The damned will suffer in both mind and body, because both mind and body had a share in their sins. The mind suffers the "pain of loss" in which it is tortured by the thought of having lost God forever, and the body suffers the "pain of sense" by which it is tortured in all its members and senses. 2
For those who feel the need for still more information, Dante’s Inferno is the Fodor’s of the afterlife, telling (according to Wikipedia) “the journey of Dante through Hell, guided by the ancient Roman poet Virgil. In the poem, Hell is depicted as nine concentric circles of torment located within the Earth; it is the ‘realm of those who have rejected spiritual values by yielding to bestial appetites or violence, or by perverting their human intellect to fraud or malice against their fellowmen.’”
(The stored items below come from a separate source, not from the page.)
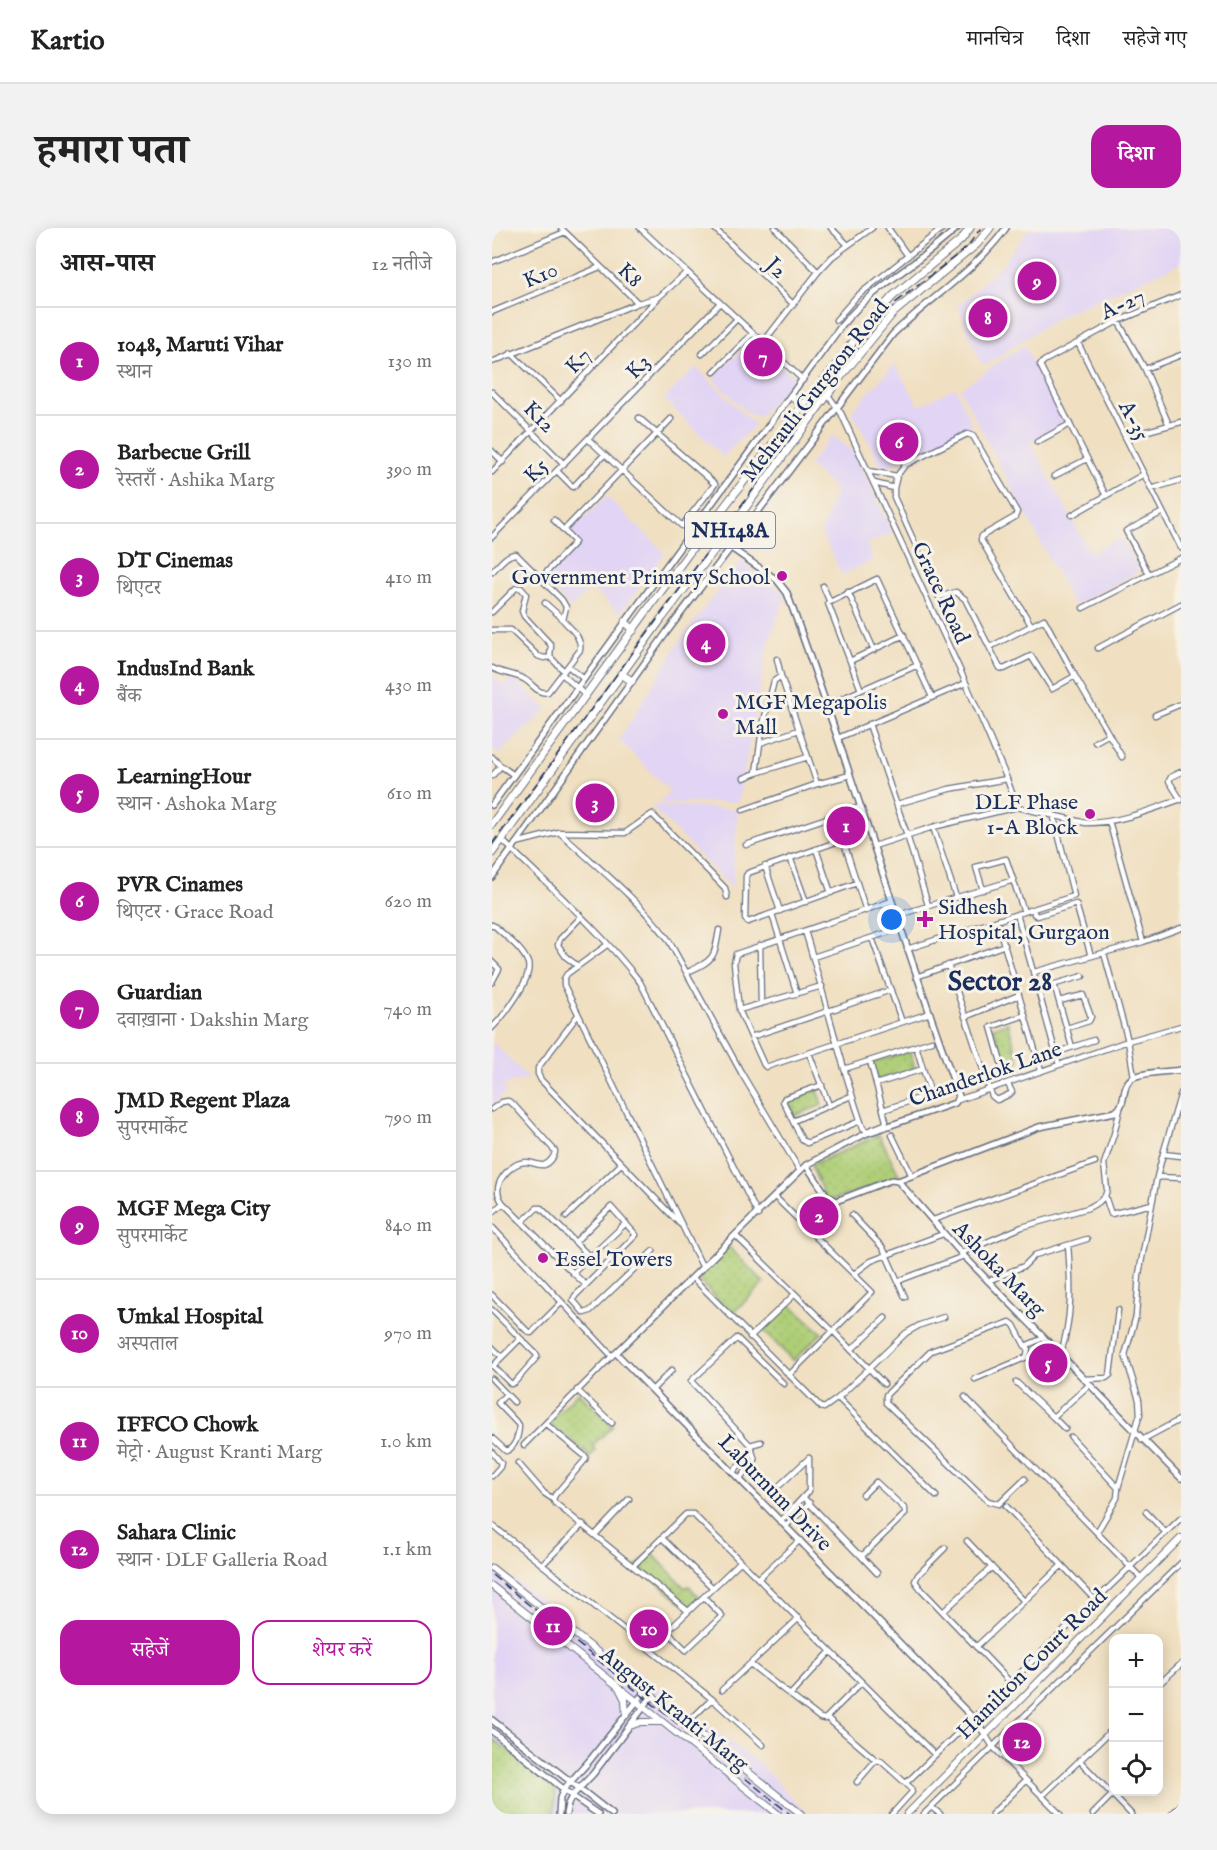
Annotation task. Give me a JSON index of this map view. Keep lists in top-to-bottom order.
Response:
{
  "streets": {
    "main road": [
      "Mehrauli Gurgaon Road",
      "NH148A",
      "Hamilton Court Road",
      "August Kranti Marg"
    ],
    "street": [
      "J2",
      "K10",
      "K8",
      "A-27",
      "K7",
      "K3",
      "K12",
      "A-35",
      "K5",
      "Grace Road",
      "Chanderlok Lane",
      "Ashoka Marg",
      "Laburnum Drive"
    ]
  },
  "crossings": [
    ["K10", "K8"],
    ["K8", "K7"],
    ["A-27", "A-35"],
    ["K7", "K12"],
    ["K3", "K5"],
    ["Mehrauli Gurgaon Road", "Grace Road"],
    ["K12", "K5"],
    ["Laburnum Drive", "Hamilton Court Road"]
  ],
  "districts": ["Sector 28"],
  "places": {
    "other": [
      "Government Primary School",
      "MGF Megapolis Mall",
      "DLF Phase 1-A Block",
      "Essel Towers"
    ],
    "health": ["Sidhesh Hospital, Gurgaon"]
  },
  "page": {
    "header": "Kartio",
    "nav": ["मानचित्र", "दिशा", "सहेजे गए"],
    "title": "हमारा पता",
    "buttons": [
      "दिशा",
      ["सहेजें", "शेयर करें"]
    ],
    "heading": ["आस-पास", "12 नतीजे"],
    "pins": [
      "9",
      "8",
      "7",
      "6",
      "4",
      "3",
      "1",
      "2",
      "5",
      "11",
      "10",
      "12"
    ],
    "list": [
      {
        "mark": "1",
        "name": "1048, Maruti Vihar",
        "note": "स्थान",
        "value": "130 m"
      },
      {
        "mark": "2",
        "name": "Barbecue Grill",
        "note": "रेस्तराँ · Ashika Marg",
        "value": "390 m"
      },
      {
        "mark": "3",
        "name": "DT Cinemas",
        "note": "थिएटर",
        "value": "410 m"
      },
      {
        "mark": "4",
        "name": "IndusInd Bank",
        "note": "बैंक",
        "value": "430 m"
      },
      {
        "mark": "5",
        "name": "LearningHour",
        "note": "स्थान · Ashoka Marg",
        "value": "610 m"
      },
      {
        "mark": "6",
        "name": "PVR Cinames",
        "note": "थिएटर · Grace Road",
        "value": "620 m"
      },
      {
        "mark": "7",
        "name": "Guardian",
        "note": "दवाख़ाना · Dakshin Marg",
        "value": "740 m"
      },
      {
        "mark": "8",
        "name": "JMD Regent Plaza",
        "note": "सुपरमार्केट",
        "value": "790 m"
      },
      {
        "mark": "9",
        "name": "MGF Mega City",
        "note": "सुपरमार्केट",
        "value": "840 m"
      },
      {
        "mark": "10",
        "name": "Umkal Hospital",
        "note": "अस्पताल",
        "value": "970 m"
      },
      {
        "mark": "11",
        "name": "IFFCO Chowk",
        "note": "मेट्रो · August Kranti Marg",
        "value": "1.0 km"
      },
      {
        "mark": "12",
        "name": "Sahara Clinic",
        "note": "स्थान · DLF Galleria Road",
        "value": "1.1 km"
      }
    ],
    "map_buttons": ["+", "−"]
  }
}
The following only begins to suggest what is in store for the damned:
Naked and futile, they race around through the mist in eternal pursuit of an elusive, wavering banner while relentlessly chased by swarms of wasps and hornets, who continually sting them. Loathsome maggots and worms at the sinners' feet drink the putrid mixture of blood, pus, and tears that flows down their bodies. This symbolizes the sting of their guilty conscience and the repugnance of sin.
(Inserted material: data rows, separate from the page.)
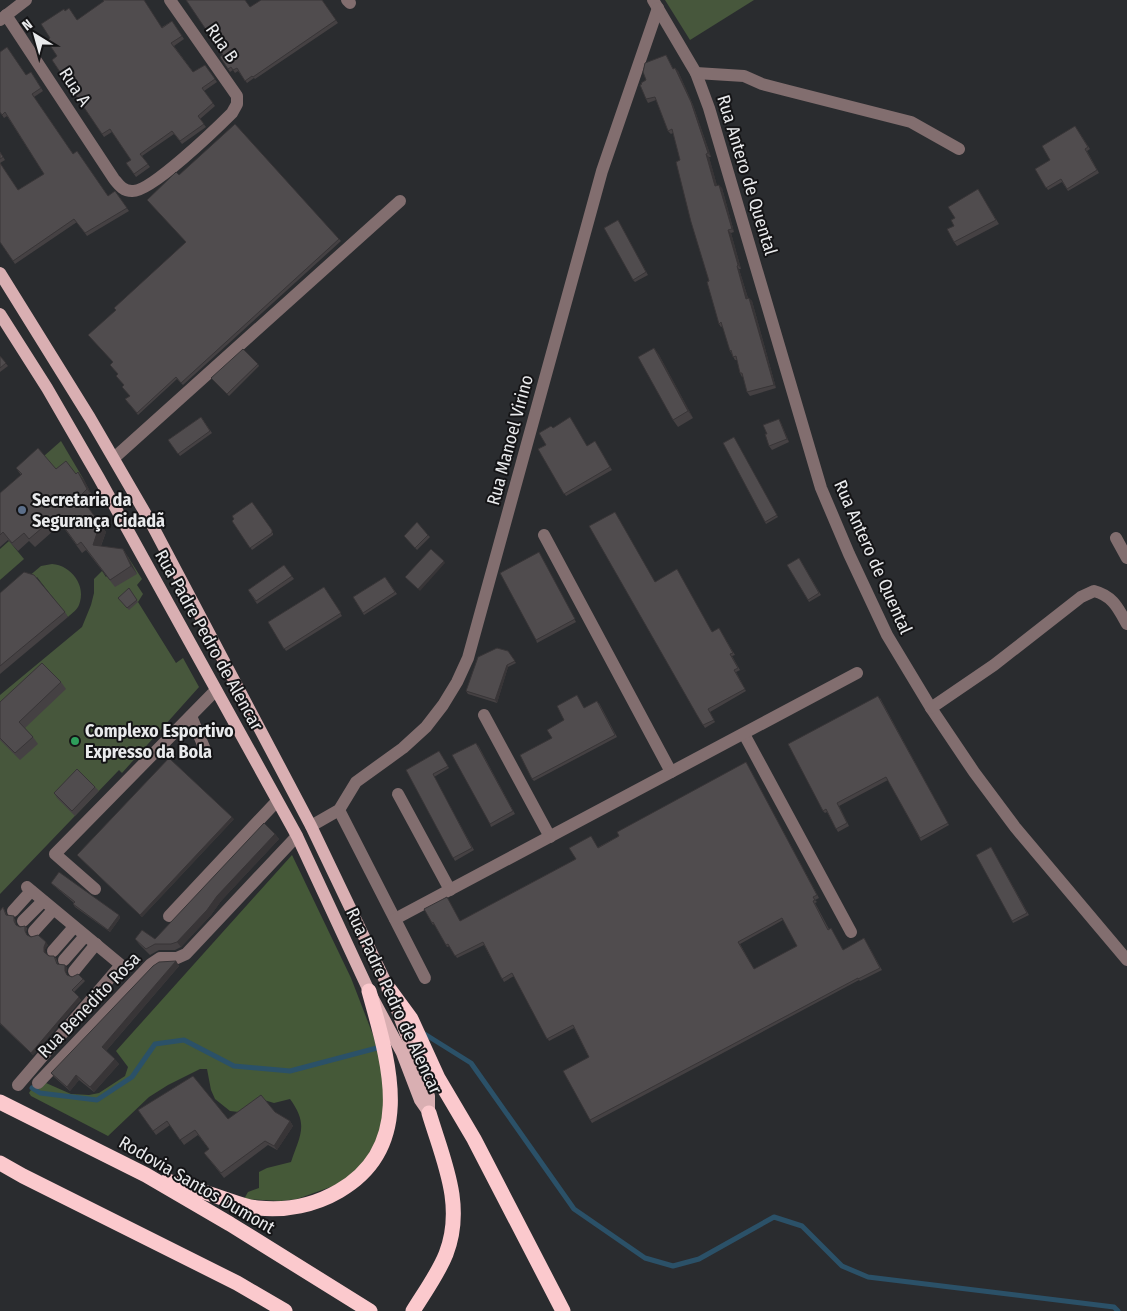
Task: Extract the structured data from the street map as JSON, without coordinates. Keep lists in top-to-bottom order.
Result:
{
  "streets": {
    "highway": ["Rodovia Santos Dumont"],
    "main road": ["Rua Padre Pedro de Alencar"],
    "street": [
      "Rua B",
      "Rua A",
      "Rua Antero de Quental",
      "Rua Manoel Virino",
      "Rua Benedito Rosa"
    ]
  },
  "crossings": [
    ["Rua B", "Rua A"],
    ["Rua Antero de Quental", "Rua Manoel Virino"],
    ["Rua Manoel Virino", "Rua Padre Pedro de Alencar"],
    ["Rua Padre Pedro de Alencar", "Rua Benedito Rosa"]
  ],
  "places": ["Secretaria da Segurança Cidadã", "Complexo Esportivo Expresso da Bola"],
  "north": "top left"
}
That, mind you, describes the fate, not of actual sinners in Hell, but of “the Uncommitted” who are consigned to Limbo, a kind of suburb outside the bounds of Hell itself. 3 According to Dante, there are eight circles of Hell beyond that, filled with tortures of increasingly ingenious Divine sadism.
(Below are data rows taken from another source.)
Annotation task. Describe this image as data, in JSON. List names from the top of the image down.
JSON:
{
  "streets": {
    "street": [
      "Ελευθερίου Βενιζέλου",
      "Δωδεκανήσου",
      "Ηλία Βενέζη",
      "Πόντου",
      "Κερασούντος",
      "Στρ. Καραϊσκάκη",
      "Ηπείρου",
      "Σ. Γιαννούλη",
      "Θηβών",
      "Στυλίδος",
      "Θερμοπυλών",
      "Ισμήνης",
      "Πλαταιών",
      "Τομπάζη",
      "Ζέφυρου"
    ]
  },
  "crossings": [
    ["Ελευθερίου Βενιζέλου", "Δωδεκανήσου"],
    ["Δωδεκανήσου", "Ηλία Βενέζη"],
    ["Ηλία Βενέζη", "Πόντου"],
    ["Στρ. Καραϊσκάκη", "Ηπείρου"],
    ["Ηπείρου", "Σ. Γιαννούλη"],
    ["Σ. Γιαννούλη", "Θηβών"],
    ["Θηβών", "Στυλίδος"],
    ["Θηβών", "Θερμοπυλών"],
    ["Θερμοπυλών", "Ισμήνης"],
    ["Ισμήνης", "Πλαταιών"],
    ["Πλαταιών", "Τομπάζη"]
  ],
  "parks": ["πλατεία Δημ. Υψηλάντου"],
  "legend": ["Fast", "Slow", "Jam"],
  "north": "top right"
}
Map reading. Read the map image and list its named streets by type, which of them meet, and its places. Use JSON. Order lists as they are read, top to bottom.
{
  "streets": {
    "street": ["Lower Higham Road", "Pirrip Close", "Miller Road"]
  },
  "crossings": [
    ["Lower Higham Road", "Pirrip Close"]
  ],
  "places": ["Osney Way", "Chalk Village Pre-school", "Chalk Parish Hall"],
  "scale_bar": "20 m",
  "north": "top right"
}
Hell has not met with universal approval, even amongst Christians. According to the late Nikolai Berdyaev, Christians, by inventing Hell, have “devised a whole system of terrorizations: e.g. the atrocious doctrine of eternal torments in hell is largely a projection of sadistic instincts, a Christian transmutation and sublimation of the primitive instinct for revenge. I do not question the existence of hell,” Berdyaev continued; “indeed, I think that hell is a very common and a very profound human experience—a terrible and ghastly contingency on the pathways of human life. But I regard the erection of an ontology of hell as monstrous.”
On the other hand, atheist philosopher Andre Comte-Sponville thinks that Hell is an idle threat: “The perspective of hell,” he claims, “is less disturbing than that of nothingness.” Moreover, few Christians even believe in Hell anymore; they see it, says Comte-Sponville, “as basically a metaphor. Only heaven, apparently, is to be taken literally. Quite a step forward!” he concludes.
I will not belabor this subject further; anyone interested in a comprehensive history of Hell should consult the likes of Jeffrey Burton Russell or Elaine Pagels. You might also consult The Penguin Book of Hell, by Scott M. Bruce, a recent compendium of damnation that critics have called “quite terrifying” and “a rich source for nightmares”.
My point is: a new year is, or can be, like a new broom, sweeping clean our misdeeds of the past and clearing our path to a brighter future uncluttered by sin. Therefore, I will endeavor this year to keep in mind the advice of Robert Frost: “I hold it to be the inalienable right of anybody to go to Hell in his own way.” 4
Happy New Year!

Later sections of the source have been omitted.